Supplementary Material

1.) The multi-unit signal:
During recording sessions, we stored all putative spike waveforms (Web fig. 1 for a representative example recording session). Offline, we rejected waveforms corresponding to late parts of multi-phasic spikes and, in a few cases, electrical or movements artifacts due to licking etc.. We used principal component analysis to sort waveforms from different single cells (Web fig. 1A). Clusters that clearly separated from the origin of the PCA plot and from other clusters were considered single units. There was usually one cluster close to the origin with low-amplitude waveforms that could not be clearly differentiated into separate single units. The multi-unit signal used in all of our analyses was pooled from the isolated single units and the non-differentiated cluster of units. This multi-unit signal showed the most reliable oscillatory synchronization. We also analyzed the single units separately and found that whereas some of them showed very strong oscillatory synchronization, many showed little or no synchronization. Whenever there was clear oscillatory synchronization, attention diminished low frequency and enhanced gamma frequency synchronization, irrespective of whether the spikes were from the pooled multi-unit signal or were from an isolated neuron.
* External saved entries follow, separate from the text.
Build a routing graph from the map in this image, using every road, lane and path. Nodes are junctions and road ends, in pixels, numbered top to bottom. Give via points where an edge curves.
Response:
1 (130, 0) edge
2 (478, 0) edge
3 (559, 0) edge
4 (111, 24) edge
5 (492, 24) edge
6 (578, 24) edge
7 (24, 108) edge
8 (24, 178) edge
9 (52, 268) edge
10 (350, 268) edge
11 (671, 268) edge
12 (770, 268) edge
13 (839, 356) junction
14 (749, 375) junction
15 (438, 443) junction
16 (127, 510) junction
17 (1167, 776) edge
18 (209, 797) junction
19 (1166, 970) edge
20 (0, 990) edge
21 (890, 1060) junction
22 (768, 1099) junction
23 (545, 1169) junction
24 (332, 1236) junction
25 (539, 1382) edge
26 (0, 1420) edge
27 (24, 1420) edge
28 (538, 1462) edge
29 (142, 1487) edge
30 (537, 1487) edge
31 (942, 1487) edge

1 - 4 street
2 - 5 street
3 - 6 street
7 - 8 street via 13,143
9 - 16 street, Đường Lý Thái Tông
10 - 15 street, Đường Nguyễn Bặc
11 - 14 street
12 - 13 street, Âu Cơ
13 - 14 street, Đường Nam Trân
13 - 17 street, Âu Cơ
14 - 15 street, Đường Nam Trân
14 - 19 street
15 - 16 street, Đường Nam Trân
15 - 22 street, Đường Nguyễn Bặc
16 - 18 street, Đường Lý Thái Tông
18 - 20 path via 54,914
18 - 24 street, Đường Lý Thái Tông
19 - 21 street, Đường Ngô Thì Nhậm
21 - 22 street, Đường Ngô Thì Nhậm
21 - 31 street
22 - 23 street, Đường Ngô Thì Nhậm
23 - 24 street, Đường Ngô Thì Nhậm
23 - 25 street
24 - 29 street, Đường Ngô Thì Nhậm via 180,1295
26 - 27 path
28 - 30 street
Supplemental Figure 1. (A) Each dot in this scatter plot corresponds to the waveform of one spike from one recording site, giving the coefficient of the first principal component on the X-Axis and the coefficient of the second principal component on the Y-Axis (scale not shown). Dots colored in blue had been identified as late parts of a multi-phasic spike and were eliminated. The remaining dots, shown in yellow, form three distinct clusters. Fifty example waveforms from each cluster are shown in (B). We classified the waveforms shown in red and blue as single units and the ones shown in gray as non-differentiated units.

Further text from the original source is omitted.